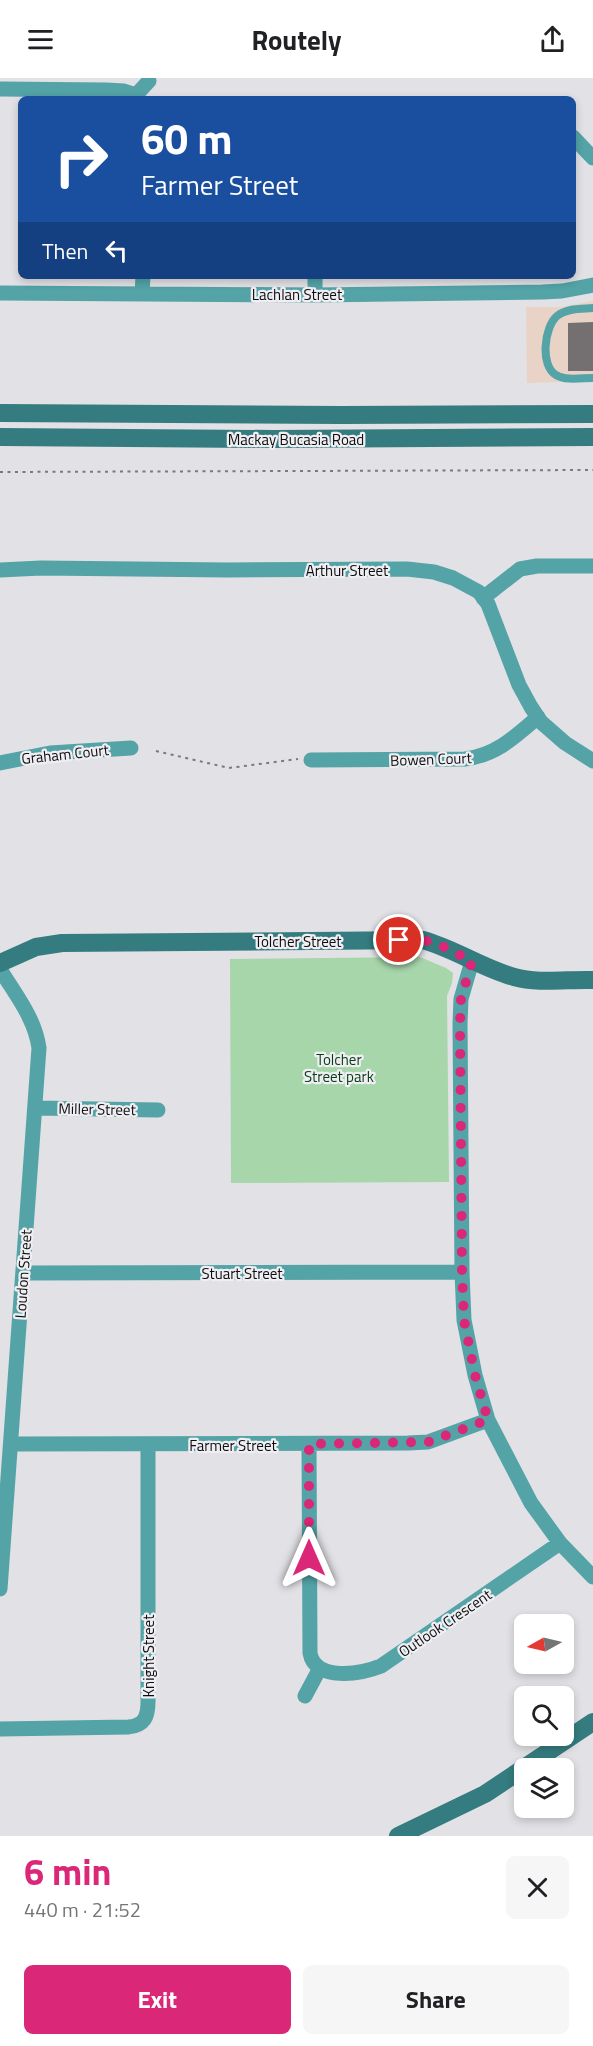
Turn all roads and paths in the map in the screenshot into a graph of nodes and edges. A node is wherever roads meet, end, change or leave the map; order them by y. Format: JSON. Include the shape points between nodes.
{"nodes":[{"id":1,"x":150,"y":81,"type":"dead end"},
{"id":2,"x":0,"y":89,"type":"edge"},
{"id":3,"x":135,"y":96,"type":"edge"},
{"id":4,"x":138,"y":96,"type":"edge"},
{"id":5,"x":576,"y":140,"type":"edge"},
{"id":6,"x":593,"y":158,"type":"edge"},
{"id":7,"x":142,"y":279,"type":"edge"},
{"id":8,"x":315,"y":279,"type":"edge"},
{"id":9,"x":593,"y":285,"type":"edge"},
{"id":10,"x":0,"y":293,"type":"edge"},
{"id":11,"x":142,"y":294,"type":"junction"},
{"id":12,"x":315,"y":295,"type":"junction"},
{"id":13,"x":593,"y":308,"type":"edge"},
{"id":14,"x":593,"y":378,"type":"edge"},
{"id":15,"x":0,"y":413,"type":"edge"},
{"id":16,"x":593,"y":414,"type":"edge"},
{"id":17,"x":0,"y":437,"type":"edge"},
{"id":18,"x":593,"y":437,"type":"edge"},
{"id":19,"x":593,"y":471,"type":"edge"},
{"id":20,"x":0,"y":472,"type":"edge"},
{"id":21,"x":593,"y":566,"type":"edge"},
{"id":22,"x":0,"y":570,"type":"edge"},
{"id":23,"x":483,"y":598,"type":"junction"},
{"id":24,"x":538,"y":717,"type":"junction"},
{"id":25,"x":131,"y":748,"type":"dead end"},
{"id":26,"x":156,"y":751,"type":"dead end"},
{"id":27,"x":311,"y":760,"type":"joint"},
{"id":28,"x":593,"y":761,"type":"edge"},
{"id":29,"x":0,"y":763,"type":"edge"},
{"id":30,"x":472,"y":961,"type":"junction"},
{"id":31,"x":0,"y":963,"type":"edge"},
{"id":32,"x":0,"y":969,"type":"edge"},
{"id":33,"x":593,"y":980,"type":"edge"},
{"id":34,"x":35,"y":1108,"type":"junction"},
{"id":35,"x":158,"y":1110,"type":"dead end"},
{"id":36,"x":462,"y":1272,"type":"junction"},
{"id":37,"x":23,"y":1273,"type":"junction"},
{"id":38,"x":488,"y":1420,"type":"junction"},
{"id":39,"x":11,"y":1444,"type":"junction"},
{"id":40,"x":309,"y":1444,"type":"junction"},
{"id":41,"x":148,"y":1445,"type":"junction"},
{"id":42,"x":560,"y":1543,"type":"junction"},
{"id":43,"x":593,"y":1577,"type":"edge"},
{"id":44,"x":0,"y":1589,"type":"edge"},
{"id":45,"x":320,"y":1668,"type":"junction"},
{"id":46,"x":305,"y":1696,"type":"dead end"},
{"id":47,"x":593,"y":1722,"type":"edge"},
{"id":48,"x":0,"y":1729,"type":"edge"},
{"id":49,"x":398,"y":1836,"type":"edge"}],
"edges":[{"from":1,"to":4,"type":"street"},
{"from":2,"to":3,"type":"street","via":[[106,90]]},
{"from":5,"to":6,"type":"street"},
{"from":7,"to":11,"type":"street"},
{"from":8,"to":12,"type":"street"},
{"from":9,"to":12,"type":"street","name":"Lachlan Street","via":[[542,292]]},
{"from":10,"to":11,"type":"street","name":"Lachlan Street"},
{"from":11,"to":12,"type":"street","name":"Lachlan Street"},
{"from":13,"to":14,"type":"lane","via":[[569,310],[549,323],[546,361],[553,374],[564,378]]},
{"from":15,"to":16,"type":"main road","name":"Mackay Bucasia Road"},
{"from":17,"to":18,"type":"main road","name":"Mackay Bucasia Road"},
{"from":19,"to":20,"type":"path"},
{"from":21,"to":23,"type":"street","via":[[520,569]]},
{"from":22,"to":23,"type":"street","name":"Arthur Street","via":[[407,569],[453,578]]},
{"from":23,"to":24,"type":"street","name":"Arthur Street","via":[[519,685]]},
{"from":24,"to":27,"type":"street","name":"Bowen Court","via":[[507,744],[479,758]]},
{"from":24,"to":28,"type":"street","name":"Arthur Street","via":[[565,743]]},
{"from":25,"to":29,"type":"street","name":"Graham Court","via":[[50,753]]},
{"from":26,"to":27,"type":"path","via":[[229,768]]},
{"from":30,"to":31,"type":"main road","name":"Tolcher Street","via":[[423,940],[62,942],[36,947]]},
{"from":30,"to":33,"type":"main road","name":"Tolcher Street","via":[[530,980]]},
{"from":30,"to":36,"type":"street","via":[[461,999],[460,1023]]},
{"from":32,"to":34,"type":"street","name":"Loudon Street","via":[[38,1034]]},
{"from":34,"to":35,"type":"street","name":"Miller Street"},
{"from":34,"to":37,"type":"street","name":"Loudon Street"},
{"from":36,"to":37,"type":"street","name":"Stuart Street"},
{"from":36,"to":38,"type":"street","via":[[464,1320]]},
{"from":37,"to":39,"type":"street","name":"Loudon Street"},
{"from":38,"to":40,"type":"street","name":"Farmer Street","via":[[428,1442]]},
{"from":38,"to":42,"type":"street","via":[[531,1503]]},
{"from":39,"to":41,"type":"street","name":"Farmer Street"},
{"from":39,"to":44,"type":"street","name":"Loudon Street"},
{"from":40,"to":41,"type":"street","name":"Farmer Street"},
{"from":40,"to":45,"type":"street","via":[[310,1649],[312,1660]]},
{"from":41,"to":48,"type":"street","name":"Knight Street","via":[[146,1718],[139,1725],[128,1727]]},
{"from":42,"to":43,"type":"street"},
{"from":42,"to":45,"type":"street","name":"Outlook Crescent","via":[[381,1666],[351,1673]]},
{"from":45,"to":46,"type":"street"},
{"from":47,"to":49,"type":"main road","via":[[485,1794]]}]}
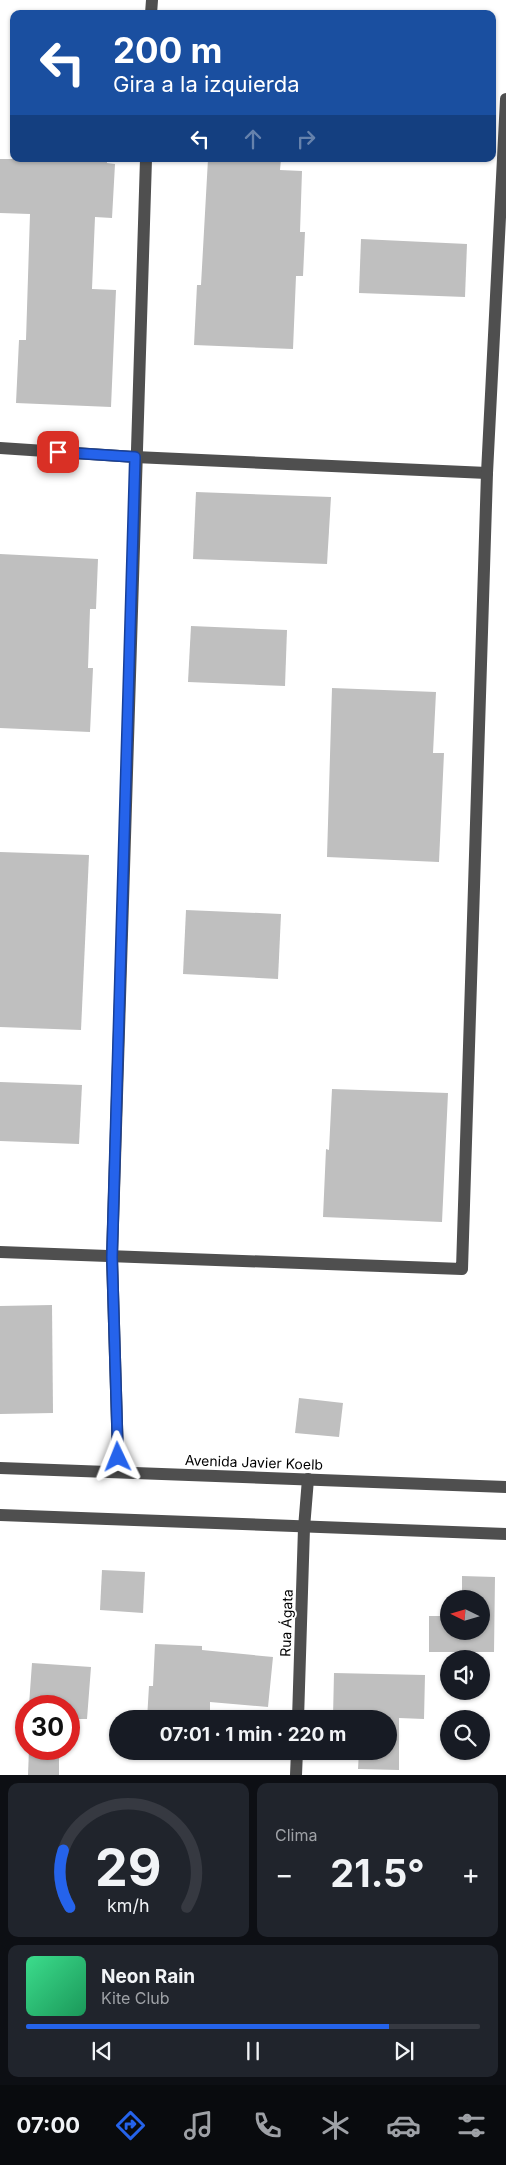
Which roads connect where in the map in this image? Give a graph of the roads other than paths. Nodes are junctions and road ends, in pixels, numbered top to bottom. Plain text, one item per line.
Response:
1 (506, 99) edge
2 (146, 162) edge
3 (0, 448) edge
4 (135, 457) junction
5 (487, 473) junction
6 (0, 1252) edge
7 (112, 1257) junction
8 (0, 1468) edge
9 (117, 1472) junction
10 (308, 1479) junction
11 (506, 1487) edge
12 (0, 1515) edge
13 (304, 1528) junction
14 (506, 1534) edge
15 (298, 1710) edge
16 (297, 1760) edge
17 (296, 1775) edge

1 - 5 street
2 - 4 street
3 - 4 street
4 - 5 street
4 - 7 street
5 - 7 street
6 - 7 street
7 - 9 street
8 - 9 street, Avenida Javier Koelb
9 - 10 street, Avenida Javier Koelb
10 - 11 street, Avenida Javier Koelb
10 - 13 street, Rua Ágata
12 - 13 street
13 - 14 street
13 - 15 street, Rua Ágata
16 - 17 street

════════════════════

_Your instructions_
Across the whole listing above, find every line with the string "Mackay" and copy it.

_Final answer_
{"from":15,"to":16,"type":"main road","name":"Mackay Bucasia Road"},
{"from":17,"to":18,"type":"main road","name":"Mackay Bucasia Road"},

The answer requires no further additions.